DATA LISTING:

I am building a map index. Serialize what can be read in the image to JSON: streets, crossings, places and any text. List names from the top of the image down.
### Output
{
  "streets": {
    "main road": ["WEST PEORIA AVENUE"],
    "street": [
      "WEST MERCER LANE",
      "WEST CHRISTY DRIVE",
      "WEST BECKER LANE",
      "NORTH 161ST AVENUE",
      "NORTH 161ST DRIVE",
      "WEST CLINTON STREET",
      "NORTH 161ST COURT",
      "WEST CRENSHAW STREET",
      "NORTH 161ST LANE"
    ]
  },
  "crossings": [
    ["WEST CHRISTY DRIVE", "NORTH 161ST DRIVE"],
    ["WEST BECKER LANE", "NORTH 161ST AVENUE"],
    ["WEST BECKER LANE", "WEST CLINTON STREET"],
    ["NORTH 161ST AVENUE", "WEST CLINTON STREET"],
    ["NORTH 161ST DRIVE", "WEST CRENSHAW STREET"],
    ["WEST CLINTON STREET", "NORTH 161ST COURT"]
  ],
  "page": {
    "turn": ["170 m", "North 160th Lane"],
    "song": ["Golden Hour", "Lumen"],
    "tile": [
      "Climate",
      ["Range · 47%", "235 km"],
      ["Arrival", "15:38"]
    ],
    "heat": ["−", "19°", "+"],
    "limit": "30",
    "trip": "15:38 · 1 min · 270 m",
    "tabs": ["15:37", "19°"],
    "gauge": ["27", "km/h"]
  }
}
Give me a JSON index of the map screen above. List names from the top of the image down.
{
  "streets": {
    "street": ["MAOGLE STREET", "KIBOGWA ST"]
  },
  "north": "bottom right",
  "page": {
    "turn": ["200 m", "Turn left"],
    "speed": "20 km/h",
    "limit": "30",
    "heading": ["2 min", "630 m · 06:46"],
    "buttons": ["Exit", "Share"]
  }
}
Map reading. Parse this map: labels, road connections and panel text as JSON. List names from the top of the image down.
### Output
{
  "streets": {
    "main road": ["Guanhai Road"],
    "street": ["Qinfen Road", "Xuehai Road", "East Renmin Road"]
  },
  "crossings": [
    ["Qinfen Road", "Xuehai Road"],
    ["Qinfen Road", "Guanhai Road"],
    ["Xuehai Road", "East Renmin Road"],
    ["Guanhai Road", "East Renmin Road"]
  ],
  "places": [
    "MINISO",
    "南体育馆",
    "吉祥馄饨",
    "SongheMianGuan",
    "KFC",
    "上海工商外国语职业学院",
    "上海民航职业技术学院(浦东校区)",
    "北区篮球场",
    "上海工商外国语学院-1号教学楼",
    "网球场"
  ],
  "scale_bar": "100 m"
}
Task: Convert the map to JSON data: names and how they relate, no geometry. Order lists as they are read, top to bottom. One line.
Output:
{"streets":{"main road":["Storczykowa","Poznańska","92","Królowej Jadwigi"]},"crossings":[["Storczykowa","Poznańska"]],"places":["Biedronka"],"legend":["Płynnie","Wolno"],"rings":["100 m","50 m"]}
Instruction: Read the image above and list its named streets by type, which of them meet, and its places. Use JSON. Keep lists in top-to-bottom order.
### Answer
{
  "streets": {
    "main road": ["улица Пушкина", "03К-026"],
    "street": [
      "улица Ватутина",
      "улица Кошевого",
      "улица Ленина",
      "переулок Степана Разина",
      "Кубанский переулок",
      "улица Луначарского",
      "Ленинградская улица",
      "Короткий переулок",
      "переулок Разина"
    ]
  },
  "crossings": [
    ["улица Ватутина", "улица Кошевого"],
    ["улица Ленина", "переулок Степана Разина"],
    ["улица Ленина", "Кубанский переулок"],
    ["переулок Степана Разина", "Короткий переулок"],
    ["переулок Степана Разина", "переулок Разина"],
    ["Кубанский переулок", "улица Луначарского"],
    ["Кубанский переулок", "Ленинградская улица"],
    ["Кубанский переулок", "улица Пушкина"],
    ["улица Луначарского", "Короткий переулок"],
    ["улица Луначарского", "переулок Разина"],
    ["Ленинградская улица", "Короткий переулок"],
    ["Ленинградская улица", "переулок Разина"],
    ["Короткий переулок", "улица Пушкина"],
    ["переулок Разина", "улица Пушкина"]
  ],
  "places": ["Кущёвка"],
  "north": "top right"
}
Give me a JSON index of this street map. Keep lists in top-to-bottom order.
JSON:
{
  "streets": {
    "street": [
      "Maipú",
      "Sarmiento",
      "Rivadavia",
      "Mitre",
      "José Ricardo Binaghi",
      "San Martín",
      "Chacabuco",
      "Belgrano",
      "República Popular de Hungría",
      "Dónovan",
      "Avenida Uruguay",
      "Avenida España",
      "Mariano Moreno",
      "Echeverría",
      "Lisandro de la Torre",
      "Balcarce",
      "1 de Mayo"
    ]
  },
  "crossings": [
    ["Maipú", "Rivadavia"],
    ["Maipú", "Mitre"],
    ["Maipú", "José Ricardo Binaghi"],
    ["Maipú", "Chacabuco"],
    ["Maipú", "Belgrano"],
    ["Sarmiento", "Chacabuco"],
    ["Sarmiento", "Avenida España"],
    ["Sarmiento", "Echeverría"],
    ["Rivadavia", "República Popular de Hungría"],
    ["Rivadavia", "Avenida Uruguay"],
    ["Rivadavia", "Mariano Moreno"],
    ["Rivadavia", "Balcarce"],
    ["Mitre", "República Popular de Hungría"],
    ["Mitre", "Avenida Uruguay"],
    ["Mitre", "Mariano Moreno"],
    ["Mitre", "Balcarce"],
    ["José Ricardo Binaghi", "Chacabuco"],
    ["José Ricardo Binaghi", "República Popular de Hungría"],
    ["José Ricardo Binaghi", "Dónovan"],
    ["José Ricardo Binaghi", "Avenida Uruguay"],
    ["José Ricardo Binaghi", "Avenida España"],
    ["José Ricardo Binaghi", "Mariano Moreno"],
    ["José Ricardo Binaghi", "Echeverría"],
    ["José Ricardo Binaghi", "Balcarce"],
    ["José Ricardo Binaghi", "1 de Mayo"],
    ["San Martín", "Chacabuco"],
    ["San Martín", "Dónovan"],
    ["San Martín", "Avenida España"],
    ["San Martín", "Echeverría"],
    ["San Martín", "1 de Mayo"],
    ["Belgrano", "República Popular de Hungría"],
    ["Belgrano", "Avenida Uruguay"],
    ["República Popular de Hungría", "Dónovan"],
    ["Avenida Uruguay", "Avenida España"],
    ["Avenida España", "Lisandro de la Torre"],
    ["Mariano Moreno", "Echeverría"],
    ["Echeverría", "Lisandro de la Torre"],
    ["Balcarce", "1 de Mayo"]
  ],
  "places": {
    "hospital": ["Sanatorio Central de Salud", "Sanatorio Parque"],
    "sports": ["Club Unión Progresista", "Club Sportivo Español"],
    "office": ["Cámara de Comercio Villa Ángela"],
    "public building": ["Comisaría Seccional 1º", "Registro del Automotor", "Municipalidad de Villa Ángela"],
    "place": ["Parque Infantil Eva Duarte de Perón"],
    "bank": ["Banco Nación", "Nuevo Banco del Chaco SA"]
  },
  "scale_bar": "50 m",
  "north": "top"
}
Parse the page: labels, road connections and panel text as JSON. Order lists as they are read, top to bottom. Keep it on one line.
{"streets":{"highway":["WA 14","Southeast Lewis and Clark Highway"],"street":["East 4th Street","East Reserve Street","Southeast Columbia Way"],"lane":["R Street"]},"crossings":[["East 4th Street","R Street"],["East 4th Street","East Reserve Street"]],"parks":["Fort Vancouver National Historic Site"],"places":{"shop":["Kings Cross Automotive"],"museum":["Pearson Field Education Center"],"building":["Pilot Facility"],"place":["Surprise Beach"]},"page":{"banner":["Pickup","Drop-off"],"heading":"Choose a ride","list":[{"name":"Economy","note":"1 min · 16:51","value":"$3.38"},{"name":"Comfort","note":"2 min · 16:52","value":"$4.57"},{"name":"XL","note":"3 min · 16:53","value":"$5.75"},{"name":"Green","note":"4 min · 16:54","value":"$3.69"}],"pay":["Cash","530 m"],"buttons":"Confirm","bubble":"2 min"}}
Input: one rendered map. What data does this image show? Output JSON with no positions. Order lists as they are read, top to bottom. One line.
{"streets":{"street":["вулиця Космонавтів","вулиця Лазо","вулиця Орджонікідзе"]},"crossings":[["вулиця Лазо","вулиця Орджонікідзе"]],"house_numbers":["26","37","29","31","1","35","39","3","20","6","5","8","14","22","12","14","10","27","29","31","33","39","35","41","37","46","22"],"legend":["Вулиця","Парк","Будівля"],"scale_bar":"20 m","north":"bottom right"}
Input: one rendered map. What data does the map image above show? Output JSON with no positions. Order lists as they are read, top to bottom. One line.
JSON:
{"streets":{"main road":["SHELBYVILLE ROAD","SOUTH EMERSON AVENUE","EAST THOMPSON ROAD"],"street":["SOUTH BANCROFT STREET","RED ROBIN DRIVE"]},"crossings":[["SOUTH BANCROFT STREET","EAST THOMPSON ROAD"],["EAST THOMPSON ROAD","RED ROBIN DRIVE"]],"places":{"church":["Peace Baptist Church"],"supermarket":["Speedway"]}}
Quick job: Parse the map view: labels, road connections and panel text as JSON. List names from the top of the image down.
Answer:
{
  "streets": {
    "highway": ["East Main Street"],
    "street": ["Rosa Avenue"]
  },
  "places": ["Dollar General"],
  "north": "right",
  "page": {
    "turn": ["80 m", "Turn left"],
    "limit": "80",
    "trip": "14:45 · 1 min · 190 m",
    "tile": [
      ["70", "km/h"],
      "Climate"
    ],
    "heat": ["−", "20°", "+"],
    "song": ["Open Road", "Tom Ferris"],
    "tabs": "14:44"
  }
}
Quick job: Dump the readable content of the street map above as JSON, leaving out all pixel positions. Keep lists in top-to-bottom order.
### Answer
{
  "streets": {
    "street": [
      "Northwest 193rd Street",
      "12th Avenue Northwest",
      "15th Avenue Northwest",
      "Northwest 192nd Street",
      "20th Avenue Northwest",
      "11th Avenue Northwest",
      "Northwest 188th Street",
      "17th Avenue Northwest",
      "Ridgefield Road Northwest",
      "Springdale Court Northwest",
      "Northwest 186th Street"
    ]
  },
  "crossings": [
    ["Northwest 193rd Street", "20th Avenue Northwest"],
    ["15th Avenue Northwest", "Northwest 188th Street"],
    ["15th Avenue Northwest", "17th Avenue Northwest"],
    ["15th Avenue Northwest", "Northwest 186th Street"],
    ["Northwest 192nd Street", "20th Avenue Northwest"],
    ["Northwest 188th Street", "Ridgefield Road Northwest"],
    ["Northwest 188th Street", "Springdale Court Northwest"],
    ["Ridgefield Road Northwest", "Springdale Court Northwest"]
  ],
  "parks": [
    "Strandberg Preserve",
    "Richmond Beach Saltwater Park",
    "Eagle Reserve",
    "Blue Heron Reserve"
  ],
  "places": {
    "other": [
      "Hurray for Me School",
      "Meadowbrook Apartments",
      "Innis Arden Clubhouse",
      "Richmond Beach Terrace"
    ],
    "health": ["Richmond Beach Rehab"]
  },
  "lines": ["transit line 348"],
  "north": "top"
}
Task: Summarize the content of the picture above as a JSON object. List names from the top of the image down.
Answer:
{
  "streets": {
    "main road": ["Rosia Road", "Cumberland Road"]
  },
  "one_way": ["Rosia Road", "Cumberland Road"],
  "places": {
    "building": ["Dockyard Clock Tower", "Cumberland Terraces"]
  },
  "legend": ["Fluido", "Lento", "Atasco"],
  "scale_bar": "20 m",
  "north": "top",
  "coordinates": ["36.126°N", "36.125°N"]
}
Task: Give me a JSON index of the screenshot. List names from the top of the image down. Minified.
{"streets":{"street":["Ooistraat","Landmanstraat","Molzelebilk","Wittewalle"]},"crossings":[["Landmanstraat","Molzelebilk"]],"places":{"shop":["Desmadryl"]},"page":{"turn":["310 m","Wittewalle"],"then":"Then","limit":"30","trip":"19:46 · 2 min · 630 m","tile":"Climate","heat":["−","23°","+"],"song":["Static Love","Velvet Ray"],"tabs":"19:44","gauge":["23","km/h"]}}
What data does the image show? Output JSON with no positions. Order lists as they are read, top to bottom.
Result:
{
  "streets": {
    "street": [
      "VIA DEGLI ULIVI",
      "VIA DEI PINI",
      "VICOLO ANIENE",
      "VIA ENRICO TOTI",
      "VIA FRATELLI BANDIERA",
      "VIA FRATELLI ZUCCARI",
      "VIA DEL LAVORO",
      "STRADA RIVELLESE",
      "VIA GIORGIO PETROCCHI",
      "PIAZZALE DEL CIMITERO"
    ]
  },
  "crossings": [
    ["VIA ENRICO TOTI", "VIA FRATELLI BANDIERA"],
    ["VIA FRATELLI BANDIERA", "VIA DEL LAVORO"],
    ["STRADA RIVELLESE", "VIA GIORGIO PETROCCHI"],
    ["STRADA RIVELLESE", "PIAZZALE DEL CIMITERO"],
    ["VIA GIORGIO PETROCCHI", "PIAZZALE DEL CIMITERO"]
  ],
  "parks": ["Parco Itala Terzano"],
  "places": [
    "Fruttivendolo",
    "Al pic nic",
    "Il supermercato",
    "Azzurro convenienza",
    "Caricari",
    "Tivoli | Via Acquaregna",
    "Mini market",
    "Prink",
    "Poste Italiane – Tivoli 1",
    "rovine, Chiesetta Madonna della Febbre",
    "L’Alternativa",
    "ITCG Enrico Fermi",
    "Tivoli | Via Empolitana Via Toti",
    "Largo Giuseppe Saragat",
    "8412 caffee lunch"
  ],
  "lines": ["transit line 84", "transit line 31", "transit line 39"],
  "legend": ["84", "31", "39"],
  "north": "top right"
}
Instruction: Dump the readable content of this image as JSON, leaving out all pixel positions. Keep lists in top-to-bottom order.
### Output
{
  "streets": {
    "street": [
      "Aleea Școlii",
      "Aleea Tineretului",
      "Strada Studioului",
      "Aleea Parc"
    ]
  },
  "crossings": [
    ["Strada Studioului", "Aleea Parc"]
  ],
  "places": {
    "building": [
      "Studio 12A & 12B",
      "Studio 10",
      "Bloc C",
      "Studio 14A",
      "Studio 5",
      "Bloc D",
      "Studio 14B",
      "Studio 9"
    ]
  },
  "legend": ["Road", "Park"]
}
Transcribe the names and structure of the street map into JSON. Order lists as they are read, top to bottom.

WORK ITEM: Copy out the lines above exactly, beginning at the one that contains "What data does the image" and ending at the one that contains "Instruction: Dump the".

ANSWER SECTION:
What data does the image show? Output JSON with no positions. Order lists as they are read, top to bottom.
Result:
{
  "streets": {
    "street": [
      "VIA DEGLI ULIVI",
      "VIA DEI PINI",
      "VICOLO ANIENE",
      "VIA ENRICO TOTI",
      "VIA FRATELLI BANDIERA",
      "VIA FRATELLI ZUCCARI",
      "VIA DEL LAVORO",
      "STRADA RIVELLESE",
      "VIA GIORGIO PETROCCHI",
      "PIAZZALE DEL CIMITERO"
    ]
  },
  "crossings": [
    ["VIA ENRICO TOTI", "VIA FRATELLI BANDIERA"],
    ["VIA FRATELLI BANDIERA", "VIA DEL LAVORO"],
    ["STRADA RIVELLESE", "VIA GIORGIO PETROCCHI"],
    ["STRADA RIVELLESE", "PIAZZALE DEL CIMITERO"],
    ["VIA GIORGIO PETROCCHI", "PIAZZALE DEL CIMITERO"]
  ],
  "parks": ["Parco Itala Terzano"],
  "places": [
    "Fruttivendolo",
    "Al pic nic",
    "Il supermercato",
    "Azzurro convenienza",
    "Caricari",
    "Tivoli | Via Acquaregna",
    "Mini market",
    "Prink",
    "Poste Italiane – Tivoli 1",
    "rovine, Chiesetta Madonna della Febbre",
    "L’Alternativa",
    "ITCG Enrico Fermi",
    "Tivoli | Via Empolitana Via Toti",
    "Largo Giuseppe Saragat",
    "8412 caffee lunch"
  ],
  "lines": ["transit line 84", "transit line 31", "transit line 39"],
  "legend": ["84", "31", "39"],
  "north": "top right"
}
Instruction: Dump the readable content of this image as JSON, leaving out all pixel positions. Keep lists in top-to-bottom order.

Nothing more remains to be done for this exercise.